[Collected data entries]
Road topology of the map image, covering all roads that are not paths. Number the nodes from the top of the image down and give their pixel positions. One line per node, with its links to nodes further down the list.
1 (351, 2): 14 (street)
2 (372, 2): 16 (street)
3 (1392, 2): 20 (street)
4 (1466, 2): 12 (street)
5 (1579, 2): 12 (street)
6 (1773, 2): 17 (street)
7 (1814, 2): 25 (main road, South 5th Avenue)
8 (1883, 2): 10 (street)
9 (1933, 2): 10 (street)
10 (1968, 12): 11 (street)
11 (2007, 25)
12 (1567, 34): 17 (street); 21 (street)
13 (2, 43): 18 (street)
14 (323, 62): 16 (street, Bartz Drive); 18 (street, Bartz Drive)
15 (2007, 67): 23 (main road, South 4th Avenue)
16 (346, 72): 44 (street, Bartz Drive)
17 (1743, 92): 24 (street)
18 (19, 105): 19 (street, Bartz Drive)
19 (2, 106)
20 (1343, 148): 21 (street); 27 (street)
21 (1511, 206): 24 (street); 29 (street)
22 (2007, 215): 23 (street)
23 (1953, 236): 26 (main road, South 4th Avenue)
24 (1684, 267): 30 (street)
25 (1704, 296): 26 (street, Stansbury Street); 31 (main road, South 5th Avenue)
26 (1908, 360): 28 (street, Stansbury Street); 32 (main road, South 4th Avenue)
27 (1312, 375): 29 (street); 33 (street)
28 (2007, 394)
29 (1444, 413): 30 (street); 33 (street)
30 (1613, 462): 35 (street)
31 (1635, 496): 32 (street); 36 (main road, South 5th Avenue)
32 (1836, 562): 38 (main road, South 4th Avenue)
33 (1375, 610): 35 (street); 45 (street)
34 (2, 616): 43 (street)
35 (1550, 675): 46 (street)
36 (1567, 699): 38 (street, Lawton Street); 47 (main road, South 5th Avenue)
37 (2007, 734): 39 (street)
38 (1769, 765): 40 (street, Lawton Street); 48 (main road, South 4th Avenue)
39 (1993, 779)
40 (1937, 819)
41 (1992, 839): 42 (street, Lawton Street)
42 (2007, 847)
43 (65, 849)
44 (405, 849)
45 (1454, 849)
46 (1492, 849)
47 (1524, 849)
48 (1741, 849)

_BRIEF_. Could each line above be retyped exactly?

_ANSWER_.
Road topology of the map image, covering all roads that are not paths. Number the nodes from the top of the image down and give their pixel positions. One line per node, with its links to nodes further down the list.
1 (351, 2): 14 (street)
2 (372, 2): 16 (street)
3 (1392, 2): 20 (street)
4 (1466, 2): 12 (street)
5 (1579, 2): 12 (street)
6 (1773, 2): 17 (street)
7 (1814, 2): 25 (main road, South 5th Avenue)
8 (1883, 2): 10 (street)
9 (1933, 2): 10 (street)
10 (1968, 12): 11 (street)
11 (2007, 25)
12 (1567, 34): 17 (street); 21 (street)
13 (2, 43): 18 (street)
14 (323, 62): 16 (street, Bartz Drive); 18 (street, Bartz Drive)
15 (2007, 67): 23 (main road, South 4th Avenue)
16 (346, 72): 44 (street, Bartz Drive)
17 (1743, 92): 24 (street)
18 (19, 105): 19 (street, Bartz Drive)
19 (2, 106)
20 (1343, 148): 21 (street); 27 (street)
21 (1511, 206): 24 (street); 29 (street)
22 (2007, 215): 23 (street)
23 (1953, 236): 26 (main road, South 4th Avenue)
24 (1684, 267): 30 (street)
25 (1704, 296): 26 (street, Stansbury Street); 31 (main road, South 5th Avenue)
26 (1908, 360): 28 (street, Stansbury Street); 32 (main road, South 4th Avenue)
27 (1312, 375): 29 (street); 33 (street)
28 (2007, 394)
29 (1444, 413): 30 (street); 33 (street)
30 (1613, 462): 35 (street)
31 (1635, 496): 32 (street); 36 (main road, South 5th Avenue)
32 (1836, 562): 38 (main road, South 4th Avenue)
33 (1375, 610): 35 (street); 45 (street)
34 (2, 616): 43 (street)
35 (1550, 675): 46 (street)
36 (1567, 699): 38 (street, Lawton Street); 47 (main road, South 5th Avenue)
37 (2007, 734): 39 (street)
38 (1769, 765): 40 (street, Lawton Street); 48 (main road, South 4th Avenue)
39 (1993, 779)
40 (1937, 819)
41 (1992, 839): 42 (street, Lawton Street)
42 (2007, 847)
43 (65, 849)
44 (405, 849)
45 (1454, 849)
46 (1492, 849)
47 (1524, 849)
48 (1741, 849)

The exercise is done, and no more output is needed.